#### WORK ORDER
The following data is to be repeated exactly, its pictures excluded.

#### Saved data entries

::::

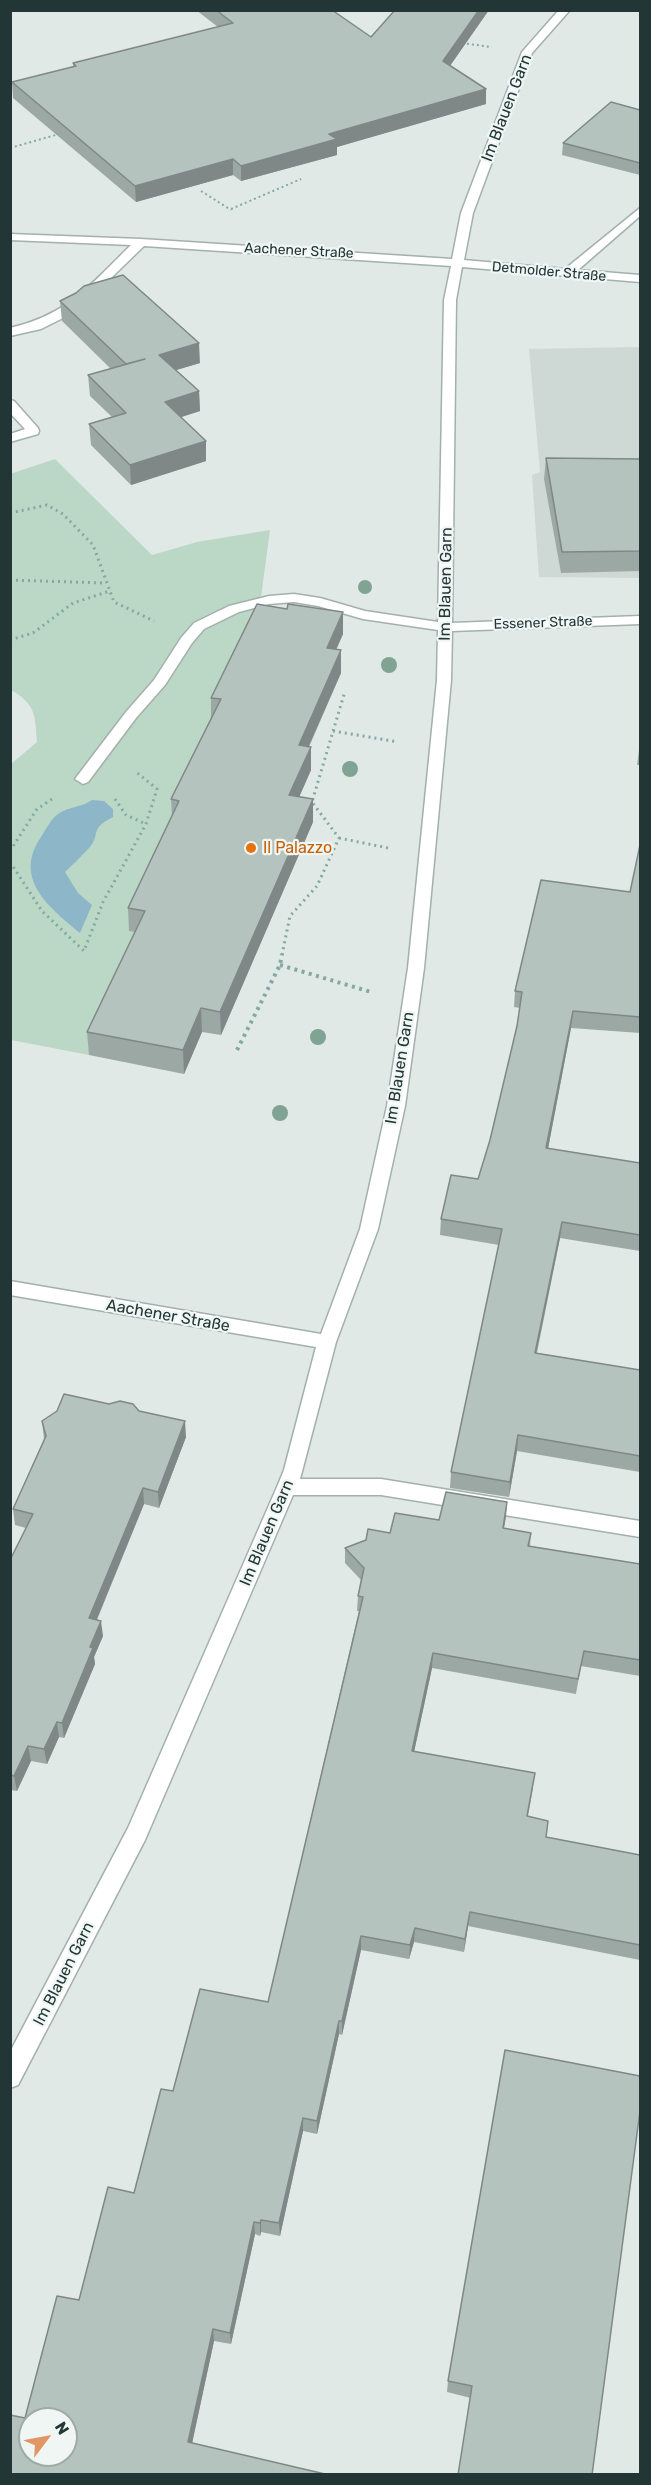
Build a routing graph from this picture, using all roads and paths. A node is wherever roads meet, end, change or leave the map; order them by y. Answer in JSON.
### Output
{"nodes":[{"id":1,"x":565,"y":10,"type":"edge"},
{"id":2,"x":458,"y":42,"type":"edge"},
{"id":3,"x":527,"y":52,"type":"junction"},
{"id":4,"x":68,"y":131,"type":"edge"},
{"id":5,"x":10,"y":148,"type":"edge"},
{"id":6,"x":301,"y":179,"type":"dead end"},
{"id":7,"x":231,"y":209,"type":"dead end"},
{"id":8,"x":640,"y":211,"type":"edge"},
{"id":9,"x":10,"y":237,"type":"edge"},
{"id":10,"x":141,"y":242,"type":"junction"},
{"id":11,"x":457,"y":263,"type":"junction"},
{"id":12,"x":566,"y":274,"type":"junction"},
{"id":13,"x":640,"y":279,"type":"edge"},
{"id":14,"x":10,"y":332,"type":"edge"},
{"id":15,"x":10,"y":404,"type":"edge"},
{"id":16,"x":10,"y":438,"type":"edge"},
{"id":17,"x":10,"y":513,"type":"edge"},
{"id":18,"x":10,"y":580,"type":"edge"},
{"id":19,"x":105,"y":582,"type":"junction"},
{"id":20,"x":110,"y":591,"type":"junction"},
{"id":21,"x":640,"y":620,"type":"edge"},
{"id":22,"x":199,"y":626,"type":"junction"},
{"id":23,"x":446,"y":627,"type":"junction"},
{"id":24,"x":10,"y":640,"type":"edge"},
{"id":25,"x":345,"y":691,"type":"dead end"},
{"id":26,"x":333,"y":731,"type":"junction"},
{"id":27,"x":108,"y":746,"type":"junction"},
{"id":28,"x":438,"y":748,"type":"junction"},
{"id":29,"x":83,"y":779,"type":"dead end"},
{"id":30,"x":339,"y":838,"type":"junction"},
{"id":31,"x":427,"y":856,"type":"junction"},
{"id":32,"x":10,"y":862,"type":"edge"},
{"id":33,"x":280,"y":965,"type":"junction"},
{"id":34,"x":411,"y":1003,"type":"junction"},
{"id":35,"x":237,"y":1050,"type":"dead end"},
{"id":36,"x":10,"y":1288,"type":"edge"},
{"id":37,"x":327,"y":1342,"type":"junction"},
{"id":38,"x":287,"y":1487,"type":"junction"},
{"id":39,"x":640,"y":1529,"type":"edge"},
{"id":40,"x":10,"y":2077,"type":"edge"}],
"edges":[{"from":1,"to":3,"type":"street","name":"Im Blauen Garn"},
{"from":2,"to":3,"type":"path"},
{"from":3,"to":11,"type":"street","name":"Im Blauen Garn"},
{"from":4,"to":5,"type":"path"},
{"from":6,"to":7,"type":"path"},
{"from":8,"to":12,"type":"street"},
{"from":9,"to":10,"type":"street","name":"Aachener Straße"},
{"from":10,"to":11,"type":"street","name":"Aachener Straße"},
{"from":10,"to":14,"type":"street"},
{"from":11,"to":12,"type":"street","name":"Detmolder Straße"},
{"from":11,"to":23,"type":"street","name":"Im Blauen Garn"},
{"from":12,"to":13,"type":"street","name":"Detmolder Straße"},
{"from":15,"to":16,"type":"street"},
{"from":17,"to":19,"type":"path"},
{"from":18,"to":19,"type":"path"},
{"from":19,"to":20,"type":"path"},
{"from":20,"to":22,"type":"path"},
{"from":20,"to":24,"type":"path"},
{"from":21,"to":23,"type":"street","name":"Essener Straße"},
{"from":22,"to":23,"type":"street","name":"Essener Straße"},
{"from":22,"to":27,"type":"street"},
{"from":23,"to":28,"type":"street","name":"Im Blauen Garn"},
{"from":25,"to":26,"type":"path"},
{"from":26,"to":28,"type":"path"},
{"from":26,"to":30,"type":"path"},
{"from":27,"to":29,"type":"street"},
{"from":27,"to":32,"type":"path"},
{"from":28,"to":31,"type":"street","name":"Im Blauen Garn"},
{"from":30,"to":31,"type":"path"},
{"from":30,"to":33,"type":"path"},
{"from":31,"to":34,"type":"street","name":"Im Blauen Garn"},
{"from":33,"to":34,"type":"path"},
{"from":33,"to":35,"type":"path"},
{"from":34,"to":37,"type":"street","name":"Im Blauen Garn"},
{"from":36,"to":37,"type":"street","name":"Aachener Straße"},
{"from":37,"to":38,"type":"street","name":"Im Blauen Garn"},
{"from":38,"to":39,"type":"street"},
{"from":38,"to":40,"type":"street","name":"Im Blauen Garn"}]}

::::

#### RESPONSE BELOW
Build a routing graph from this picture, using all roads and paths. A node is wherever roads meet, end, change or leave the map; order them by y. Answer in JSON.
### Output
{"nodes":[{"id":1,"x":565,"y":10,"type":"edge"},
{"id":2,"x":458,"y":42,"type":"edge"},
{"id":3,"x":527,"y":52,"type":"junction"},
{"id":4,"x":68,"y":131,"type":"edge"},
{"id":5,"x":10,"y":148,"type":"edge"},
{"id":6,"x":301,"y":179,"type":"dead end"},
{"id":7,"x":231,"y":209,"type":"dead end"},
{"id":8,"x":640,"y":211,"type":"edge"},
{"id":9,"x":10,"y":237,"type":"edge"},
{"id":10,"x":141,"y":242,"type":"junction"},
{"id":11,"x":457,"y":263,"type":"junction"},
{"id":12,"x":566,"y":274,"type":"junction"},
{"id":13,"x":640,"y":279,"type":"edge"},
{"id":14,"x":10,"y":332,"type":"edge"},
{"id":15,"x":10,"y":404,"type":"edge"},
{"id":16,"x":10,"y":438,"type":"edge"},
{"id":17,"x":10,"y":513,"type":"edge"},
{"id":18,"x":10,"y":580,"type":"edge"},
{"id":19,"x":105,"y":582,"type":"junction"},
{"id":20,"x":110,"y":591,"type":"junction"},
{"id":21,"x":640,"y":620,"type":"edge"},
{"id":22,"x":199,"y":626,"type":"junction"},
{"id":23,"x":446,"y":627,"type":"junction"},
{"id":24,"x":10,"y":640,"type":"edge"},
{"id":25,"x":345,"y":691,"type":"dead end"},
{"id":26,"x":333,"y":731,"type":"junction"},
{"id":27,"x":108,"y":746,"type":"junction"},
{"id":28,"x":438,"y":748,"type":"junction"},
{"id":29,"x":83,"y":779,"type":"dead end"},
{"id":30,"x":339,"y":838,"type":"junction"},
{"id":31,"x":427,"y":856,"type":"junction"},
{"id":32,"x":10,"y":862,"type":"edge"},
{"id":33,"x":280,"y":965,"type":"junction"},
{"id":34,"x":411,"y":1003,"type":"junction"},
{"id":35,"x":237,"y":1050,"type":"dead end"},
{"id":36,"x":10,"y":1288,"type":"edge"},
{"id":37,"x":327,"y":1342,"type":"junction"},
{"id":38,"x":287,"y":1487,"type":"junction"},
{"id":39,"x":640,"y":1529,"type":"edge"},
{"id":40,"x":10,"y":2077,"type":"edge"}],
"edges":[{"from":1,"to":3,"type":"street","name":"Im Blauen Garn"},
{"from":2,"to":3,"type":"path"},
{"from":3,"to":11,"type":"street","name":"Im Blauen Garn"},
{"from":4,"to":5,"type":"path"},
{"from":6,"to":7,"type":"path"},
{"from":8,"to":12,"type":"street"},
{"from":9,"to":10,"type":"street","name":"Aachener Straße"},
{"from":10,"to":11,"type":"street","name":"Aachener Straße"},
{"from":10,"to":14,"type":"street"},
{"from":11,"to":12,"type":"street","name":"Detmolder Straße"},
{"from":11,"to":23,"type":"street","name":"Im Blauen Garn"},
{"from":12,"to":13,"type":"street","name":"Detmolder Straße"},
{"from":15,"to":16,"type":"street"},
{"from":17,"to":19,"type":"path"},
{"from":18,"to":19,"type":"path"},
{"from":19,"to":20,"type":"path"},
{"from":20,"to":22,"type":"path"},
{"from":20,"to":24,"type":"path"},
{"from":21,"to":23,"type":"street","name":"Essener Straße"},
{"from":22,"to":23,"type":"street","name":"Essener Straße"},
{"from":22,"to":27,"type":"street"},
{"from":23,"to":28,"type":"street","name":"Im Blauen Garn"},
{"from":25,"to":26,"type":"path"},
{"from":26,"to":28,"type":"path"},
{"from":26,"to":30,"type":"path"},
{"from":27,"to":29,"type":"street"},
{"from":27,"to":32,"type":"path"},
{"from":28,"to":31,"type":"street","name":"Im Blauen Garn"},
{"from":30,"to":31,"type":"path"},
{"from":30,"to":33,"type":"path"},
{"from":31,"to":34,"type":"street","name":"Im Blauen Garn"},
{"from":33,"to":34,"type":"path"},
{"from":33,"to":35,"type":"path"},
{"from":34,"to":37,"type":"street","name":"Im Blauen Garn"},
{"from":36,"to":37,"type":"street","name":"Aachener Straße"},
{"from":37,"to":38,"type":"street","name":"Im Blauen Garn"},
{"from":38,"to":39,"type":"street"},
{"from":38,"to":40,"type":"street","name":"Im Blauen Garn"}]}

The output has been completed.